Cocktail parties and other comparably noisy environments present extreme examples of the challenges inherent to sound separation. Listeners are usually trying to follow a single voice in the midst many other conversations, glasses clinking and music playing. The problem is not unique to humans, however - recognising sounds from mixtures is also a central challenge for machine algorithms that interpret sound. State-of-the-art speech recognition programs, for instance, are typically close to perfect if the speaker is alone in a quiet room, but perform much worse in real-world conditions with other concurrent sound sources. One solution to this problem is to use multiple microphones to record several people speaking simultaneously. The voice of a particular speaker could then be selected based on the independency of the audio signals. In practice, however, the assumption of independent signals holds as a more or less rough approximation, if not at all. Interestingly, prior information on the signal sources – such as the distance between them – can reduce the complexity of the solution and lead to simplified algorithms. The problem then boils down to one question: how to identify accurately which voice signals should be grouped together and which ones can be interpreted individually. With a given cost for different possible outcomes, the so-called Bayesian statistics gave the BLISS project partners the opportunity to make the best decision based on the available information. First, they approximated the dependences between the signal sources by mathematical equations.

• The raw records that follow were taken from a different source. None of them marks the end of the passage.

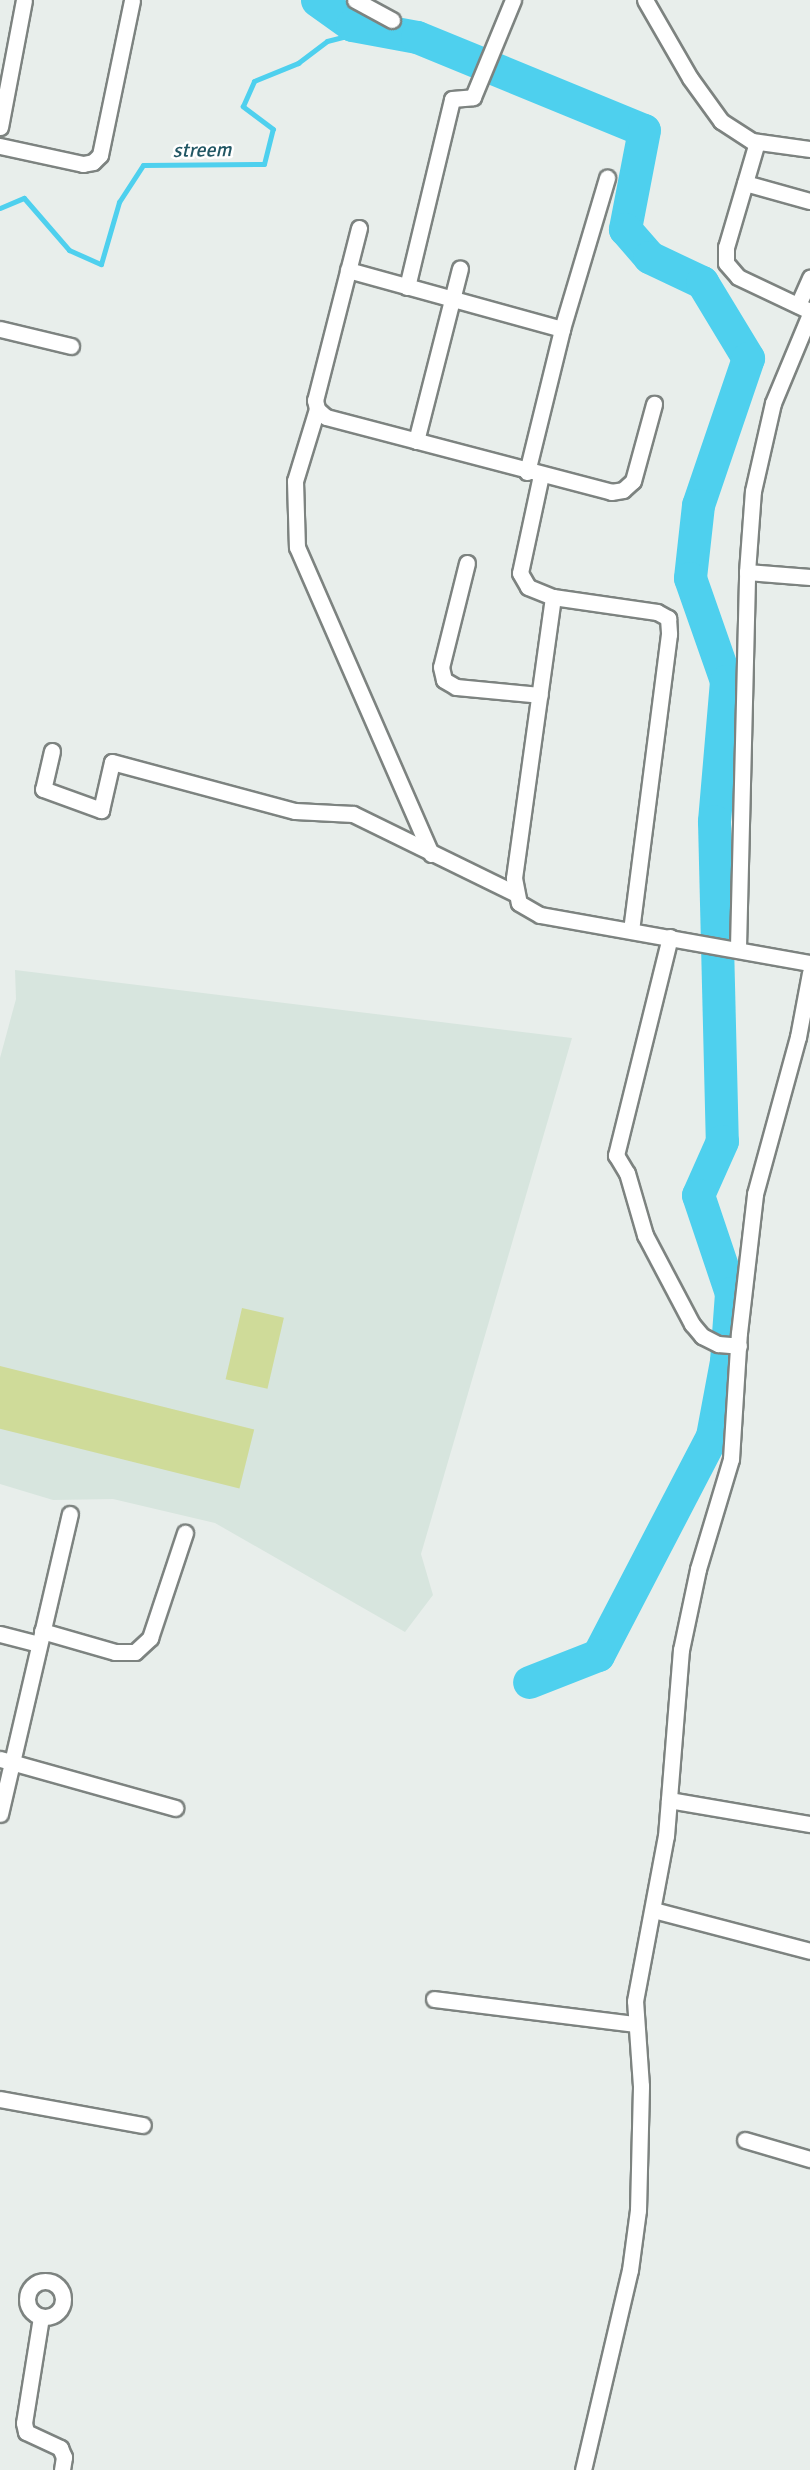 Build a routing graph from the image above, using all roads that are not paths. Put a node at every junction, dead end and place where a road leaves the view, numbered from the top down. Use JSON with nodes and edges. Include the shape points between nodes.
{"nodes":[{"id":1,"x":24,"y":0,"type":"edge"},
{"id":2,"x":132,"y":0,"type":"edge"},
{"id":3,"x":355,"y":0,"type":"edge"},
{"id":4,"x":513,"y":0,"type":"edge"},
{"id":5,"x":645,"y":0,"type":"edge"},
{"id":6,"x":392,"y":20,"type":"dead end"},
{"id":7,"x":0,"y":127,"type":"edge"},
{"id":8,"x":757,"y":141,"type":"junction"},
{"id":9,"x":0,"y":146,"type":"edge"},
{"id":10,"x":810,"y":149,"type":"edge"},
{"id":11,"x":607,"y":178,"type":"dead end"},
{"id":12,"x":745,"y":183,"type":"junction"},
{"id":13,"x":810,"y":201,"type":"edge"},
{"id":14,"x":359,"y":228,"type":"dead end"},
{"id":15,"x":460,"y":269,"type":"dead end"},
{"id":16,"x":348,"y":270,"type":"junction"},
{"id":17,"x":810,"y":278,"type":"edge"},
{"id":18,"x":407,"y":287,"type":"junction"},
{"id":19,"x":453,"y":299,"type":"junction"},
{"id":20,"x":806,"y":310,"type":"edge"},
{"id":21,"x":0,"y":329,"type":"edge"},
{"id":22,"x":562,"y":329,"type":"junction"},
{"id":23,"x":71,"y":346,"type":"dead end"},
{"id":24,"x":654,"y":404,"type":"dead end"},
{"id":25,"x":317,"y":409,"type":"junction"},
{"id":26,"x":416,"y":441,"type":"junction"},
{"id":27,"x":534,"y":474,"type":"junction"},
{"id":28,"x":467,"y":563,"type":"dead end"},
{"id":29,"x":747,"y":572,"type":"junction"},
{"id":30,"x":810,"y":577,"type":"edge"},
{"id":31,"x":553,"y":597,"type":"junction"},
{"id":32,"x":540,"y":695,"type":"junction"},
{"id":33,"x":52,"y":751,"type":"dead end"},
{"id":34,"x":430,"y":854,"type":"junction"},
{"id":35,"x":514,"y":893,"type":"junction"},
{"id":36,"x":631,"y":931,"type":"junction"},
{"id":37,"x":670,"y":937,"type":"junction"},
{"id":38,"x":734,"y":947,"type":"junction"},
{"id":39,"x":810,"y":963,"type":"edge"},
{"id":40,"x":810,"y":973,"type":"edge"},
{"id":41,"x":729,"y":1345,"type":"junction"},
{"id":42,"x":70,"y":1514,"type":"dead end"},
{"id":43,"x":185,"y":1533,"type":"dead end"},
{"id":44,"x":0,"y":1634,"type":"edge"},
{"id":45,"x":40,"y":1638,"type":"junction"},
{"id":46,"x":6,"y":1760,"type":"edge"},
{"id":47,"x":669,"y":1800,"type":"junction"},
{"id":48,"x":175,"y":1808,"type":"dead end"},
{"id":49,"x":0,"y":1814,"type":"edge"},
{"id":50,"x":810,"y":1824,"type":"edge"},
{"id":51,"x":653,"y":1910,"type":"junction"},
{"id":52,"x":810,"y":1951,"type":"edge"},
{"id":53,"x":434,"y":1999,"type":"dead end"},
{"id":54,"x":634,"y":2025,"type":"junction"},
{"id":55,"x":0,"y":2099,"type":"edge"},
{"id":56,"x":143,"y":2125,"type":"dead end"},
{"id":57,"x":745,"y":2140,"type":"dead end"},
{"id":58,"x":810,"y":2159,"type":"edge"},
{"id":59,"x":41,"y":2317,"type":"dead end"},
{"id":60,"x":62,"y":2470,"type":"edge"},
{"id":61,"x":583,"y":2470,"type":"edge"}],
"edges":[{"from":1,"to":7,"type":"street"},
{"from":2,"to":9,"type":"street","via":[[100,156],[83,164]]},
{"from":3,"to":6,"type":"street"},
{"from":4,"to":18,"type":"street","via":[[473,97],[452,99]]},
{"from":5,"to":8,"type":"street","via":[[690,78],[721,121],[736,134]]},
{"from":8,"to":10,"type":"street"},
{"from":8,"to":12,"type":"street"},
{"from":11,"to":22,"type":"street"},
{"from":12,"to":13,"type":"street"},
{"from":12,"to":20,"type":"street","via":[[726,247],[726,263],[738,277]]},
{"from":14,"to":16,"type":"street"},
{"from":15,"to":19,"type":"street"},
{"from":16,"to":18,"type":"street"},
{"from":16,"to":25,"type":"street","via":[[318,383]]},
{"from":17,"to":20,"type":"street"},
{"from":18,"to":19,"type":"street"},
{"from":19,"to":22,"type":"street"},
{"from":19,"to":26,"type":"street"},
{"from":20,"to":29,"type":"street","via":[[765,429],[753,491]]},
{"from":21,"to":23,"type":"street"},
{"from":22,"to":27,"type":"street"},
{"from":24,"to":27,"type":"street","via":[[639,466],[633,481],[622,490],[591,489]]},
{"from":25,"to":26,"type":"street","via":[[326,417]]},
{"from":25,"to":34,"type":"street","via":[[295,481],[297,547]]},
{"from":26,"to":27,"type":"street"},
{"from":27,"to":31,"type":"street","via":[[520,573],[528,587]]},
{"from":28,"to":32,"type":"street","via":[[441,667],[444,680],[456,687]]},
{"from":29,"to":30,"type":"street"},
{"from":29,"to":38,"type":"street"},
{"from":31,"to":32,"type":"street"},
{"from":31,"to":36,"type":"street","via":[[657,612],[668,618]]},
{"from":32,"to":35,"type":"street"},
{"from":33,"to":34,"type":"street","via":[[43,789],[101,810],[112,762],[295,811],[353,814]]},
{"from":34,"to":35,"type":"street"},
{"from":35,"to":36,"type":"street","via":[[528,911]]},
{"from":36,"to":37,"type":"street"},
{"from":37,"to":38,"type":"street"},
{"from":37,"to":41,"type":"street","via":[[616,1155],[627,1173],[645,1235],[692,1324],[702,1336]]},
{"from":38,"to":39,"type":"street"},
{"from":40,"to":41,"type":"street","via":[[798,1037],[755,1194]]},
{"from":41,"to":47,"type":"street","via":[[731,1459],[698,1569],[681,1650]]},
{"from":42,"to":45,"type":"street"},
{"from":43,"to":45,"type":"street","via":[[150,1638],[135,1652]]},
{"from":44,"to":45,"type":"street"},
{"from":45,"to":46,"type":"street"},
{"from":46,"to":48,"type":"street"},
{"from":46,"to":49,"type":"street"},
{"from":47,"to":50,"type":"street"},
{"from":47,"to":51,"type":"street"},
{"from":51,"to":52,"type":"street"},
{"from":51,"to":54,"type":"street"},
{"from":53,"to":54,"type":"street"},
{"from":54,"to":61,"type":"street","via":[[641,2097],[638,2210],[630,2270]]},
{"from":55,"to":56,"type":"street"},
{"from":57,"to":58,"type":"street"},
{"from":59,"to":60,"type":"street","via":[[24,2423],[26,2432],[60,2448],[64,2457]]}]} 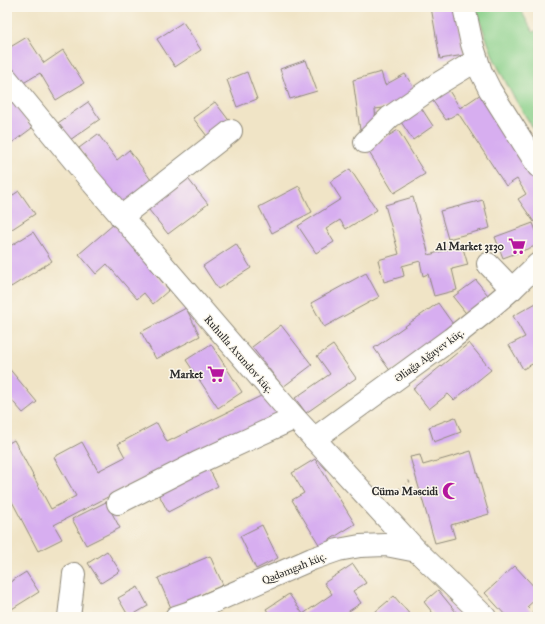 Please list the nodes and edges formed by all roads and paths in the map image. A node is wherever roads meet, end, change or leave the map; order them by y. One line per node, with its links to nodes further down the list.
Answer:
1 (464, 7): 2 (street)
2 (477, 60): 5 (street); 6 (street)
3 (7, 79): 7 (street, Ruhulla Axundov küç.)
4 (231, 131): 7 (street)
5 (365, 142)
6 (538, 166)
7 (121, 217): 11 (street, Ruhulla Axundov küç.)
8 (488, 264): 10 (street)
9 (538, 264): 10 (street, Əliağa Ağayev küç.)
10 (512, 289): 12 (street, Əliağa Ağayev küç.)
11 (295, 418): 12 (street, Ruhulla Axundov küç.); 13 (street)
12 (314, 439): 14 (street, Ruhulla Axundov küç.)
13 (118, 503)
14 (376, 507): 15 (street); 16 (street, Ruhulla Axundov küç.)
15 (360, 546): 16 (street, Qədəmgah küç.); 19 (street, Qədəmgah küç.)
16 (417, 551): 20 (street, Ruhulla Axundov küç.)
17 (74, 574): 18 (street)
18 (69, 617)
19 (176, 617)
20 (485, 617) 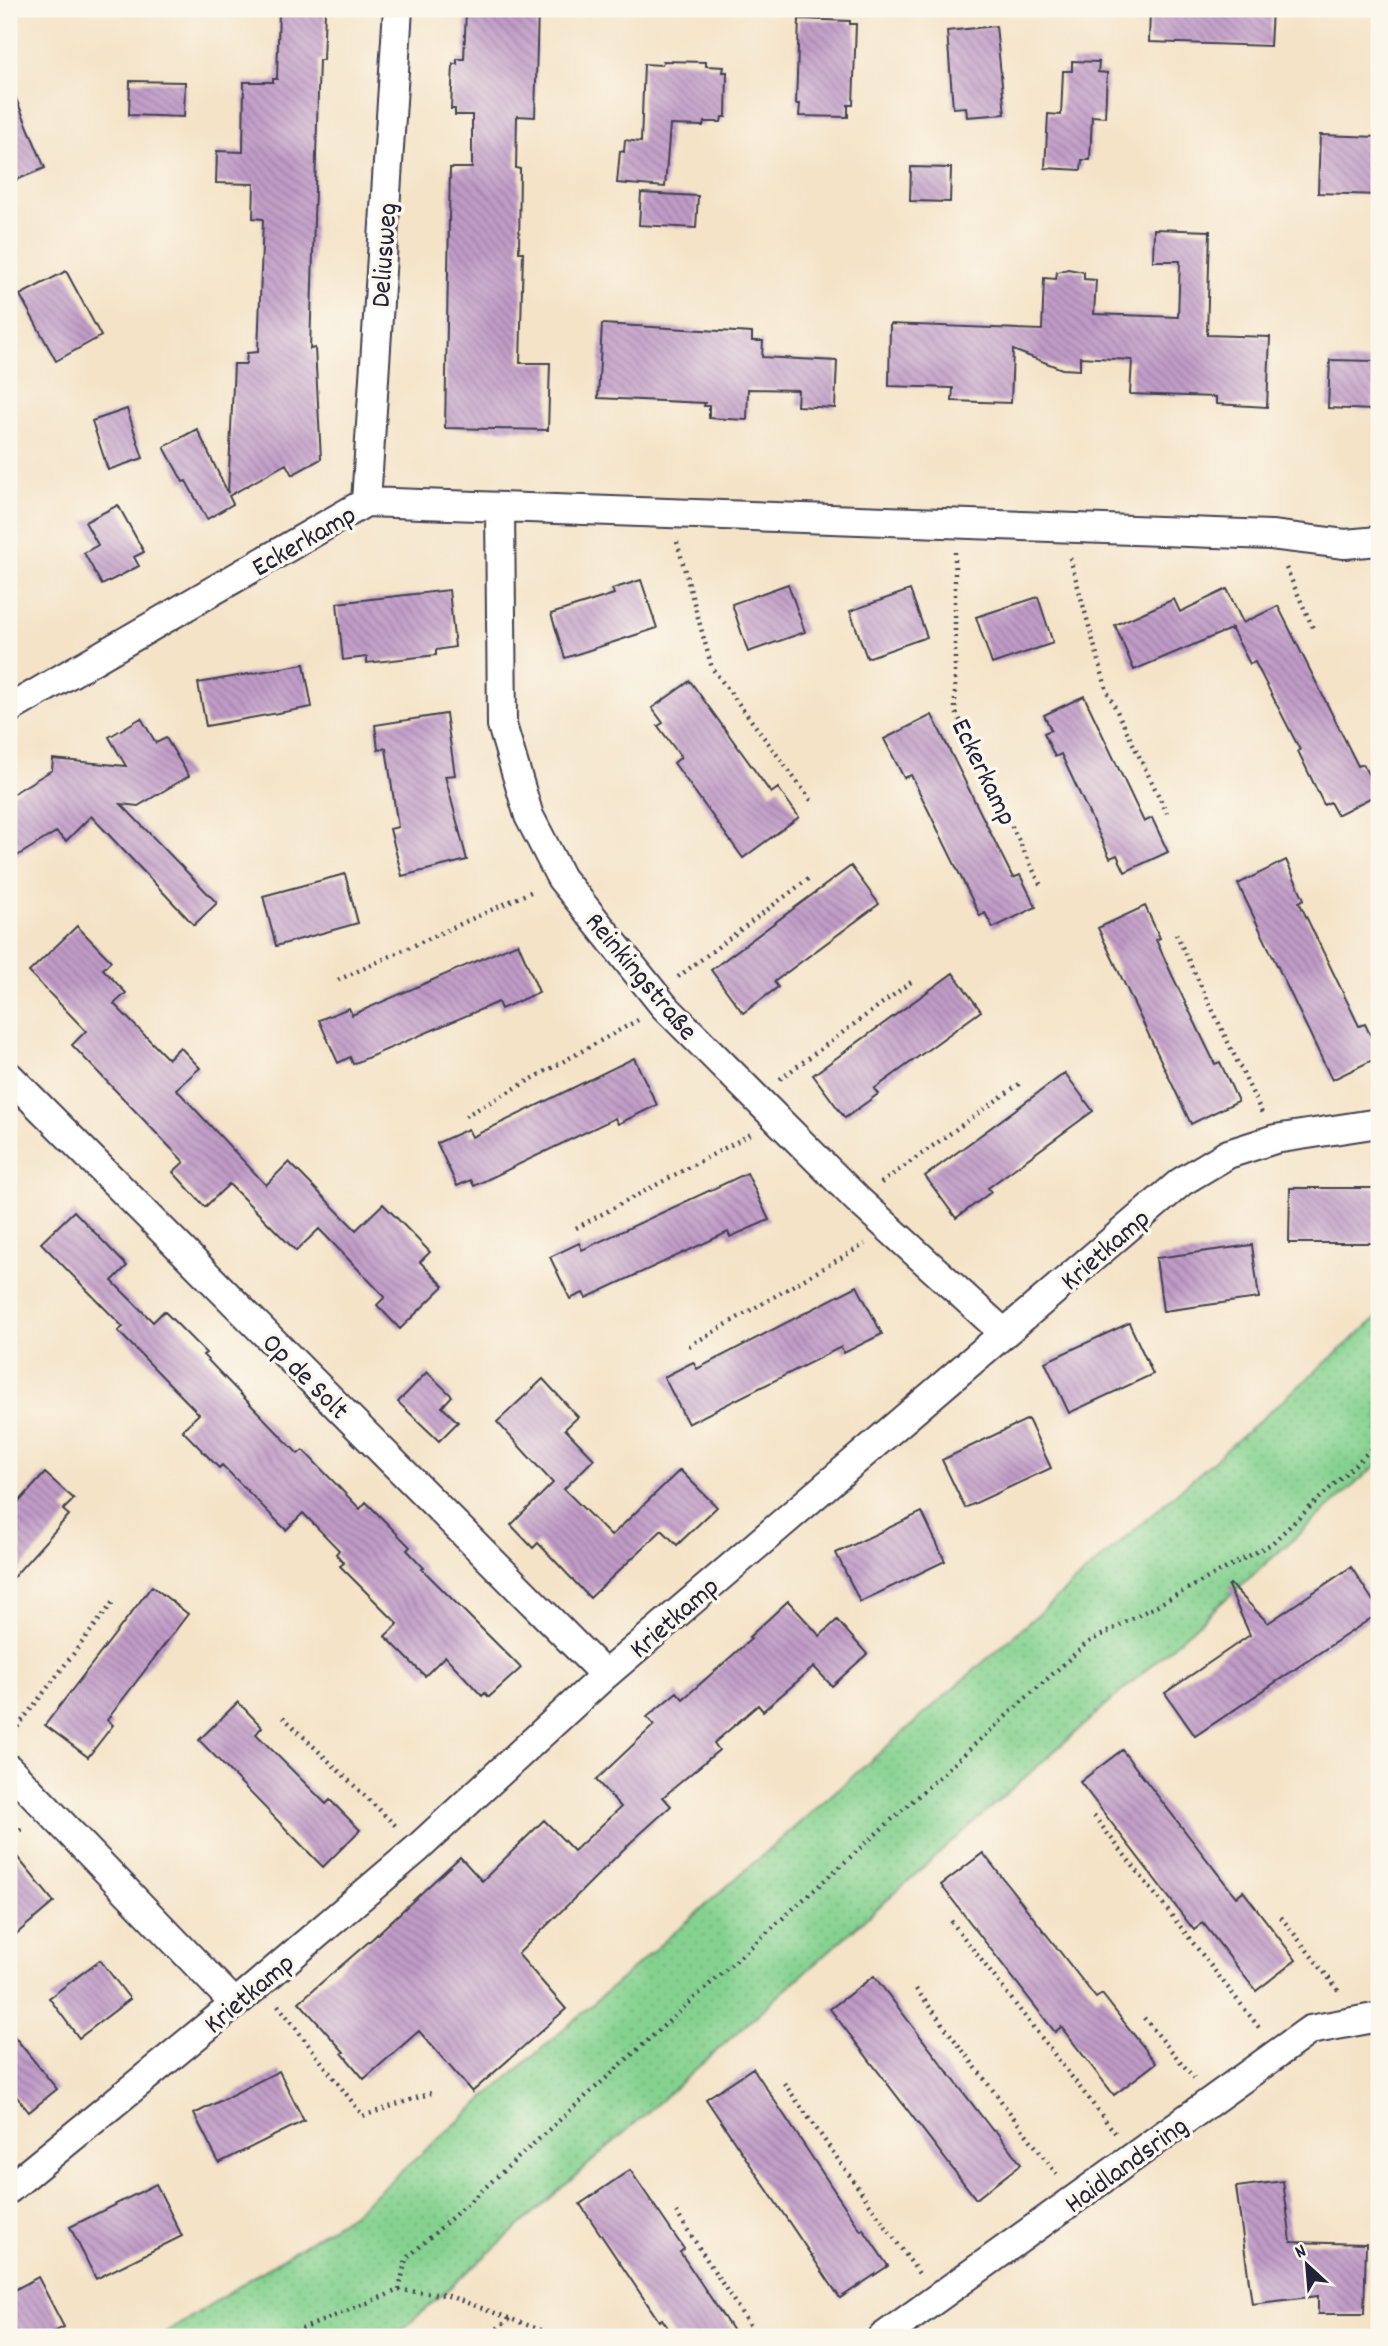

The resulting models were used to remove or suppress dependences so that the remaining signals became easier to separate. The main disadvantage of the Bayesian methods is their computational complexity, which has in the past limited their application to simple blind separation problems. Still, the proposed approach is not tied to any specific type of signal. Its applications range from the separation of stereo recordings for heading aids, brain waves from medical sensors, and radio signals from telecommunication networks.